Quarto, “o evangelismo sempre é convite”
comunicado com alegria, nunca coerção ou ameaças.
Quinto, “aquele que evangeliza é uma
testemunha, não juiz”. Jamais somos capazes de avaliar perfeitamente quem
aceita e quem rejeita o nosso testemunho, muito menos julgar quem, ao rejeitar
nosso testemunho, está rejeitando Cristo.
Sexto, “embora devamos ser modestos a respeito
do carácter e eficácia do nosso testemunho, o evangelismo permanece um
ministério indispensável”. Não é um ministério periférico, nem tampouco
opcional.
Sétimo, “o evangelismo somente é possível
quando a comunidade que evangeliza — a igreja — é uma manifestação radiante da
fé cristã e exibe um estilo de vida atraente”. Ser e fazer no evangelismo são
inseparáveis. O testemunho de vida da igreja possui significância
evangelística, ou positiva ou negativa. Tal “personalidade” evangelística, e
não somente atividade evangelística, está ligada firmemente a uma das “marcas”
essenciais da igreja: a sua apostolicidade.
Oitavo, “o evangelismo oferece às pessoas a
salvação como um dom presente e junto com isso, a segurança de bênção eterna”.
Entretanto, o gozo pessoal da salvação nunca foi um tema bíblico central. É
praticamente incidental. Somos chamados para sermos cristãos não simplesmente
para receber a vida, mas para dá-la”.
Nono, “o evangelismo não é proselitismo”. A
tentação da construção de impérios denominacionais tem que ser evitado no
evangelismo.
Décimo, “o evangelismo não é sinônimo da
extensão da igreja”. “O enfoque do evangelismo deveria estar não na igreja, mas
na introdução do reinado de Deus.”
Décimo-primeiro, “distinguir entre o
evangelismo e o recrutamento de membros não é sugerir que não há ligação entre
os dois”. O crescimento numérico é importante.

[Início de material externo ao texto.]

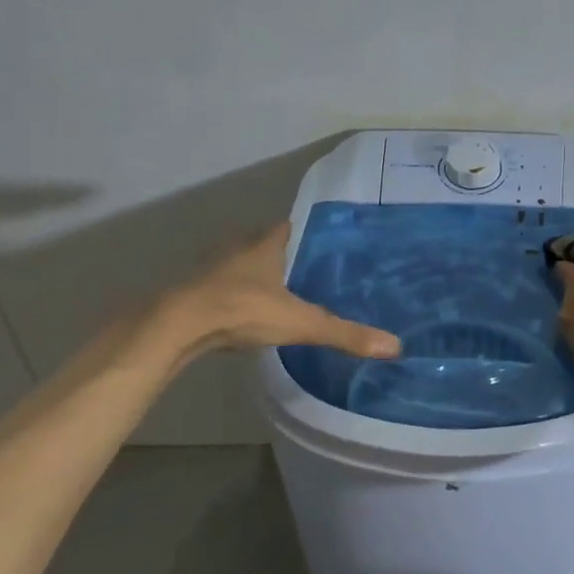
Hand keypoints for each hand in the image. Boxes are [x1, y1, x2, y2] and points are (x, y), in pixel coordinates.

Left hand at [158, 224, 400, 359]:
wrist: (178, 325)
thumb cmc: (243, 310)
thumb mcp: (301, 323)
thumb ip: (345, 334)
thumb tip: (394, 346)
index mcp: (263, 246)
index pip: (284, 227)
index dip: (299, 233)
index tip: (315, 243)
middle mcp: (235, 248)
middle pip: (258, 243)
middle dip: (275, 254)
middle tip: (298, 270)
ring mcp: (208, 269)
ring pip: (234, 264)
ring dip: (249, 274)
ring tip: (271, 292)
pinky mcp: (190, 291)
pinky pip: (215, 287)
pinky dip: (227, 295)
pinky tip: (238, 313)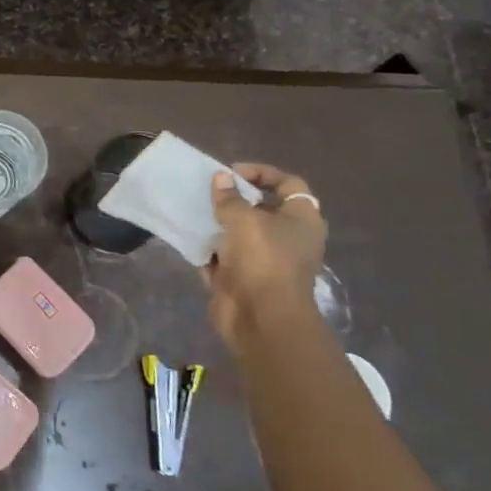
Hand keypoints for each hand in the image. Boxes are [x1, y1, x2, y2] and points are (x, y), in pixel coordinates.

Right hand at [201, 162, 326, 346]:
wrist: (260, 317)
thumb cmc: (262, 259)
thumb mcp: (244, 220)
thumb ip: (229, 197)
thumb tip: (221, 178)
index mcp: (301, 220)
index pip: (288, 184)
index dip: (261, 173)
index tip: (231, 173)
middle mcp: (287, 238)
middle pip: (261, 208)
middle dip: (234, 199)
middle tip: (209, 192)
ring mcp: (264, 260)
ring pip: (239, 233)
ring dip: (217, 223)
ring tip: (194, 211)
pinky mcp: (242, 278)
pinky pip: (223, 256)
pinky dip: (208, 249)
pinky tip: (189, 237)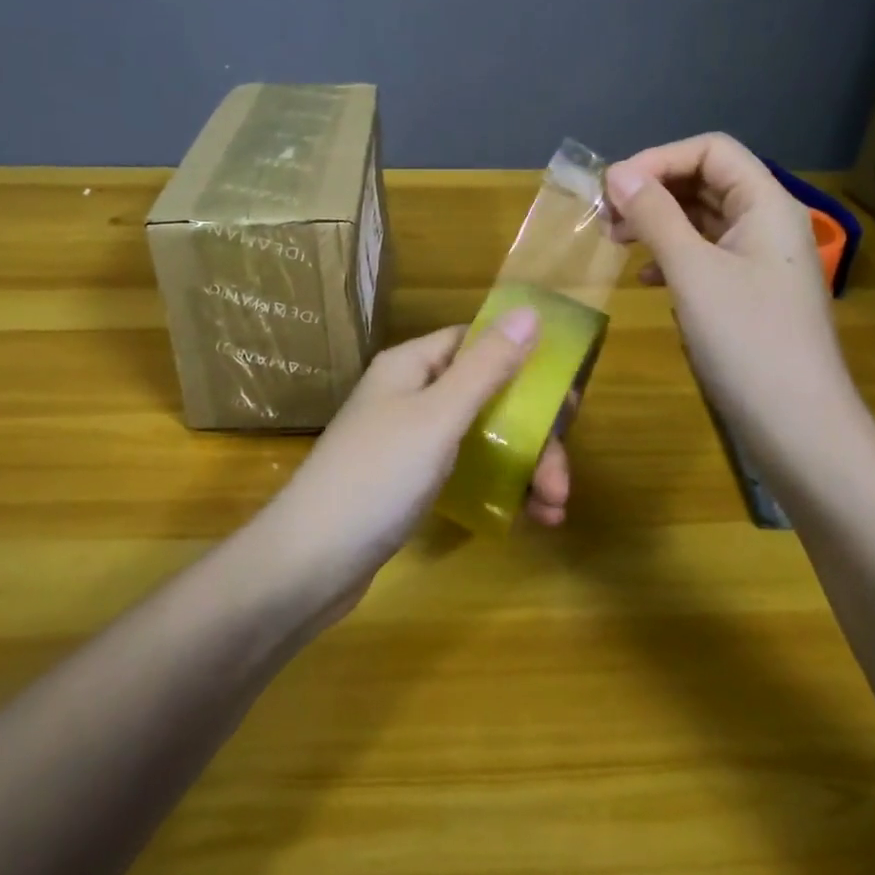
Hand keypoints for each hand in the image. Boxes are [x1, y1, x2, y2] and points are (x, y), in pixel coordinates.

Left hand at [257, 313, 571, 618]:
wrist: (309, 563)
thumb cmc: (377, 477)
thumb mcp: (438, 417)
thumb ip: (486, 367)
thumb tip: (529, 311)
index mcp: (412, 365)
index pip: (476, 342)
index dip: (522, 360)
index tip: (565, 398)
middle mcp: (410, 394)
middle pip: (486, 395)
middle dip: (532, 433)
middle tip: (561, 479)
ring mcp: (409, 440)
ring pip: (481, 436)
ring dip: (523, 466)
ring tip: (554, 509)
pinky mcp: (409, 482)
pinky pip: (466, 470)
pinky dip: (498, 488)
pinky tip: (527, 518)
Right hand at [606, 134, 854, 455]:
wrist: (799, 429)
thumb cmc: (747, 340)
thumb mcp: (692, 271)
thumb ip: (655, 215)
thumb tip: (618, 173)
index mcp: (766, 205)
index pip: (711, 150)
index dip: (659, 159)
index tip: (613, 188)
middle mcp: (768, 224)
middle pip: (706, 181)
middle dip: (653, 191)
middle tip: (605, 216)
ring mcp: (760, 262)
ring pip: (702, 220)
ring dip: (657, 223)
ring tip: (615, 243)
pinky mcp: (750, 295)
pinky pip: (705, 256)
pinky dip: (672, 257)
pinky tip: (647, 280)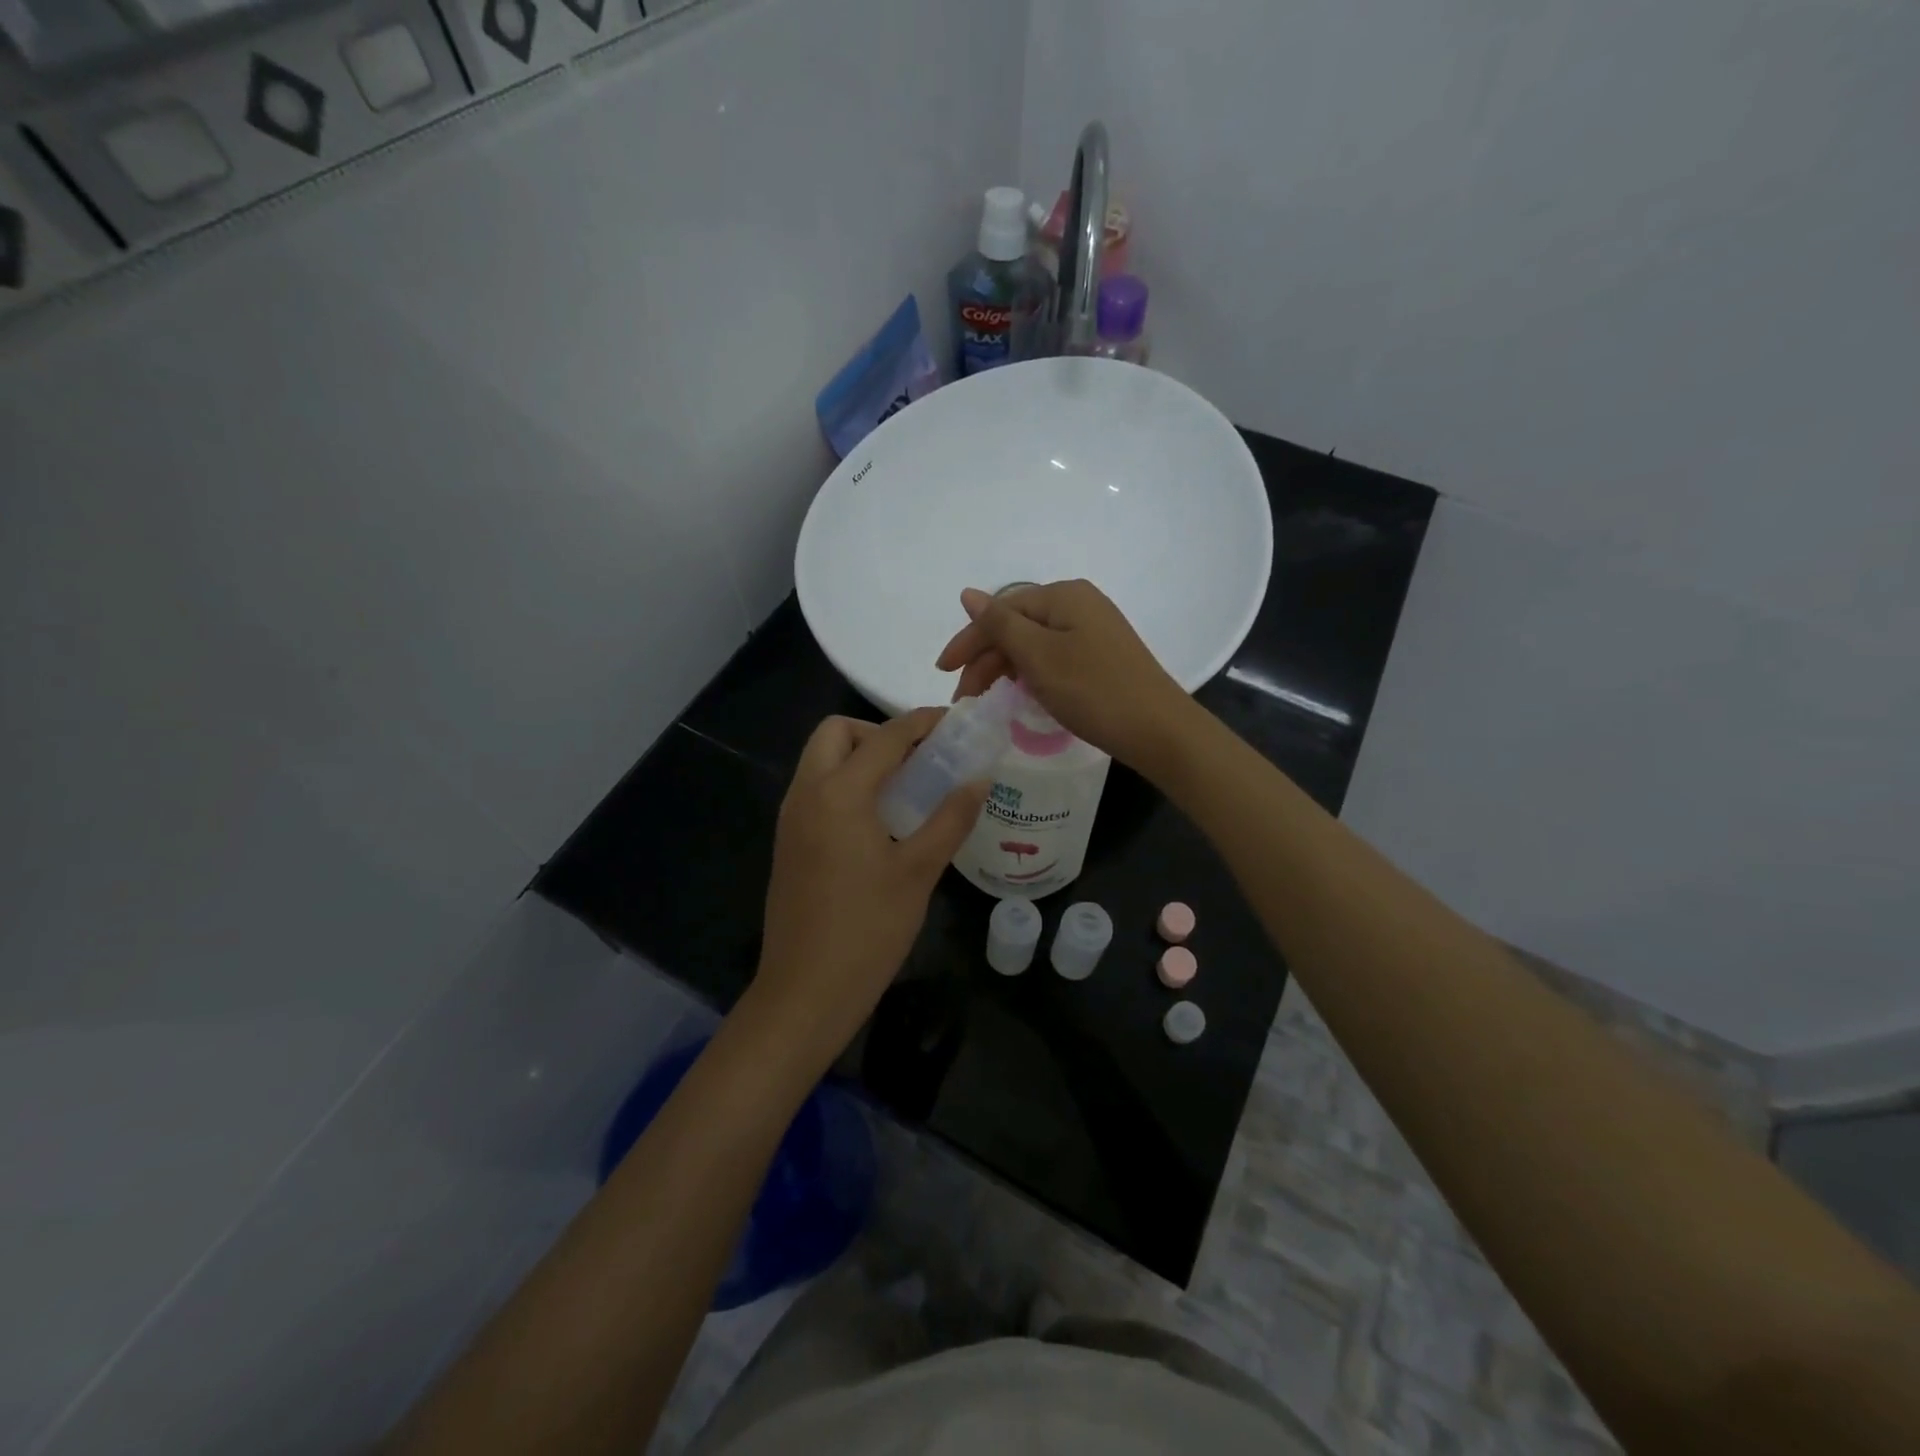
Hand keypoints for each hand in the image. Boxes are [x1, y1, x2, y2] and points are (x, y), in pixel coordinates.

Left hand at [747, 710, 987, 1072]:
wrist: (805, 992)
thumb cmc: (867, 930)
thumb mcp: (919, 872)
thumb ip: (951, 818)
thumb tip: (979, 779)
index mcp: (838, 793)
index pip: (884, 736)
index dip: (922, 722)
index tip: (955, 723)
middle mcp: (806, 794)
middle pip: (836, 733)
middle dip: (877, 733)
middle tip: (918, 761)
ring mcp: (791, 819)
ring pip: (821, 760)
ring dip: (859, 758)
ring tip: (906, 789)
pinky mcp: (788, 842)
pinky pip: (816, 790)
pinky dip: (845, 784)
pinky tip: (880, 822)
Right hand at [934, 579, 1194, 773]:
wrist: (1157, 729)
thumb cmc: (1092, 690)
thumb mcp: (1038, 656)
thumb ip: (1000, 624)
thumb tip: (969, 593)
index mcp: (1063, 596)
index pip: (1001, 611)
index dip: (968, 640)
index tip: (943, 672)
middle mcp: (1079, 604)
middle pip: (1017, 626)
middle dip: (985, 659)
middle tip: (965, 697)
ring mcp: (1093, 630)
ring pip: (1034, 644)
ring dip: (1005, 669)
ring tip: (987, 699)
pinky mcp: (1102, 656)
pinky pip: (1053, 657)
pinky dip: (1030, 674)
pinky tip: (1021, 693)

Décimo-segundo, “no evangelismo, ‘somente
pessoas podem ser desafiadas, e somente pessoas podem responder’”. Aqui, Bosch
defende a dimensão pessoal do evangelismo. Mas uma distinção entre pessoal e
individual teria sido útil. Enquanto o evangelismo desafia pessoas e entidades
pessoais, tais pessoas são tratadas não apenas individualmente, mas
corporativamente também, de acordo com suas diversas associações sociais e
culturais. Creio que isto seja a perspectiva mais de Jesus e também dos
profetas.
Décimo-terceiro, “o evangelismo autêntico
sempre é contextual” E por “contextual” Bosch se refere às estruturas
macro-éticas duma dada sociedade humana. Traz-nos interrogações preocupantes:
“…qual é o critério que decide que o racismo e a injustiça social são questões
sociais enquanto a pornografia e o aborto são (questões) pessoais? Por que
evita-se a política, declarando-a fora da competência do evangelista, a não ser
quando favorece a posição dos privilegiados na sociedade? Por que pregadores,
que parecem se interessar somente pelo destino ultramundano dos seus ouvintes,
podem ser inteiramente mundanos no seu etos e seus métodos?”
Décimo-quarto, “o evangelismo não pode ser
divorciado da pregação e da prática da justiça…. Evangelismo é uma chamada ao
serviço
Décimo-quinto, “o evangelismo não é um
mecanismo para apressar o retorno de Cristo”. Embora a preocupação
de Bosch esteja com movimentos que conjuguem estratégias de evangelismo global
com expectativas escatológicas, como o movimento no final do século XIX
liderado por A. T. Pierson, A. B. Simpson, e H. G. Guinness, e centenas de
outros movimentos semelhantes ao longo da história, sua observação é melhor
entendida como um corolário necessário da sua segunda observação acima de que o
evangelismo é uma atividade divina antes de ser uma atividade humana.
Finalmente Bosch observa que “o evangelismo não
é somente proclamação verbal” embora possua uma dimensão verbal inescapável.
Não existe uma única maneira de testemunhar das boas novas sobre Cristo. Por
isso nunca se pode divorciar a palavra da vivência.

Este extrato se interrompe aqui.